Africa south of the equator is the core of human evolutionary history. That’s where today’s human populations were most genetically diverse, and that diversity is just a small part of what once existed there. Different lineages of archaic humans once lived in this region. Anthropologists have found a few fossil remnants of these archaic populations. They’ve tried to connect those remnants in a straight line. But the genetic evidence suggests that they were much more complex, with deep divisions that occasionally intertwined.

H. naledi shows a lineage that existed for probably more than a million years, maybe two million years, from the time it branched from our family tree up to the last 300,000 years. During all this time, it lived in Africa with archaic lineages of humans, with the ancestors of modern humans, maybe with early modern humans themselves. It’s strikingly different from any of these other human forms, so primitive in many aspects. It represents a lost hominin community within which our species evolved.

I think we have to reexamine much of what we thought we knew about our shared evolutionary past in Africa. We know a lot of information from a few very tiny geographic areas. But the largest parts of the continent are unknown – they have no fossil record at all.

Explorers Mathabela Tsikoane, Maropeng Ramalepa, Dirk van Rooyen, Steven Tucker (seated), and Rick Hunter (seated) inside the Rising Star cave system. (Wits University/Marina Elliott)

We’re working to change that, and as our team and others make new discoveries, I’m pretty sure we are going to find more lineages that have been hidden to us. H. naledi will not be the last.

The first Homo naledi discoveries were made in the Dinaledi Chamber. What led researchers to the second chamber? And what did you find there?

The Dinaledi Chamber is one of the most significant fossil finds in history. After excavating only a very tiny part of this chamber, the sample of hominin specimens is already larger than any other single assemblage in Africa.

The explorers who first found these bones, Rick Hunter and Steven Tucker, saw what the team was doing when they were excavating in the chamber. The pair realised that they might have seen a similar occurrence in another part of the cave system. The Rising Star system has more than two kilometres of mapped passages underground. In another deep chamber, accessed again through very tight underground squeezes, there were hominin bones exposed on the surface.

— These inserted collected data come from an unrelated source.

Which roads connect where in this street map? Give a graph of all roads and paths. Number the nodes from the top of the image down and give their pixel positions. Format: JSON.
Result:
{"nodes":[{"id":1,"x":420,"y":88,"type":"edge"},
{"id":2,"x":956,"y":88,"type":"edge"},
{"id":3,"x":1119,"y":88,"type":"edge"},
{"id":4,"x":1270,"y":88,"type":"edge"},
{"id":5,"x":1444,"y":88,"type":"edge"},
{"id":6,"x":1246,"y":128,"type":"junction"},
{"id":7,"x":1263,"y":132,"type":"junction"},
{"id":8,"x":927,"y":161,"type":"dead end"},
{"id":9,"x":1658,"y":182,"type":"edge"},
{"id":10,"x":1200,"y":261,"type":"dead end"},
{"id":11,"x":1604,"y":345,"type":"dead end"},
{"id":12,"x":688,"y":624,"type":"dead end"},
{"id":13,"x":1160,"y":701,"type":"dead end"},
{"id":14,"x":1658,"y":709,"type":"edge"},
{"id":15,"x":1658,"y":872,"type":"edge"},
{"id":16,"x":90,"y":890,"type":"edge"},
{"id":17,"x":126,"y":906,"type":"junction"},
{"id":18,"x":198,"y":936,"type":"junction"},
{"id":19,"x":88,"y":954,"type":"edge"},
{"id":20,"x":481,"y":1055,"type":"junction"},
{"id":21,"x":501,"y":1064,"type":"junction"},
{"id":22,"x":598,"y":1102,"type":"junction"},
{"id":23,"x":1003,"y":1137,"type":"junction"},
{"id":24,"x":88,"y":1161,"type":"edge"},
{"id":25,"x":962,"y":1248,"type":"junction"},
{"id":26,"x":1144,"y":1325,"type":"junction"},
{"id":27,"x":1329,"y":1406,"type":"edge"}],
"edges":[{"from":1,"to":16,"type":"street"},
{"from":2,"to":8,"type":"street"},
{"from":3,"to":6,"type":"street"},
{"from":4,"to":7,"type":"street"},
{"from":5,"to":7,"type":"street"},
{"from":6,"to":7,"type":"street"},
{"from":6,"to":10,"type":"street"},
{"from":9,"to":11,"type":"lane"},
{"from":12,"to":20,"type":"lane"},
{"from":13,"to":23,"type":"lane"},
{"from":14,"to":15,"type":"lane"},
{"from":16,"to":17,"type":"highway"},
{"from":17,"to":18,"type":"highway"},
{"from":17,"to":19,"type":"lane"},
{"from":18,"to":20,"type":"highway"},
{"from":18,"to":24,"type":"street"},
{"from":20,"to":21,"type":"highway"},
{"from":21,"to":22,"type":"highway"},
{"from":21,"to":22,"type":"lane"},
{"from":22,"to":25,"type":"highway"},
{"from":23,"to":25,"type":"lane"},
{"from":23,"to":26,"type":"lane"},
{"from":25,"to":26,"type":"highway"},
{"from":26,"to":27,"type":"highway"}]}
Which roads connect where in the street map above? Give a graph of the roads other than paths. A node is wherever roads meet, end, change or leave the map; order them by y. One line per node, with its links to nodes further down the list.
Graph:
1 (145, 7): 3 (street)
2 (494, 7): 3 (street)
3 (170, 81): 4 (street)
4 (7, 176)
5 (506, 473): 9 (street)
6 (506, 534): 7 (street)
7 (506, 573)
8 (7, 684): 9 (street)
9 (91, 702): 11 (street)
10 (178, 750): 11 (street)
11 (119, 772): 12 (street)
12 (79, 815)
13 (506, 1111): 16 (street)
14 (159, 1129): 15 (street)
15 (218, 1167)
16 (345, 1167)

Our team first began systematic survey of this chamber, which we named the Lesedi Chamber, in 2014. For two years Marina Elliott led excavations, joined at times by most of the team’s other experienced underground excavators. They were working in a situation where bones are jammed into a tight blind tunnel. Only one excavator can fit at a time, belly-down, feet sticking out. It is an incredibly challenging excavation circumstance.

Geologist Dr Hannah Hilbert-Wolf studying difficult to reach flowstones in a small side passage in the Dinaledi Chamber. (Wits University)

The most significant discovery is a partial skeleton of H. naledi, with parts of the arms, legs, a lot of the spine and many other pieces, as well as a beautifully complete skull and jaw. We named this skeleton “Neo”. We also recovered fragments of at least one other adult individual, and one child, although we suspect these bones may come from one or two more individuals.

Is there a way for people to view these discoveries in person?

On May 25 – Africa Day – Maropeng at the Cradle of Humankind World Heritage Site outside Johannesburg will open a new exhibit with the discoveries from the Lesedi Chamber and the Dinaledi Chamber together for the first time.

For people outside South Africa, the data from our three-dimensional scans of the new Lesedi fossils are available online.

Anyone can download the 3D models, and people with access to a 3D printer can print their own physical copies of the new fossils, as well as the fossils from the Dinaledi Chamber. It’s a great way for people to see the evidence for themselves.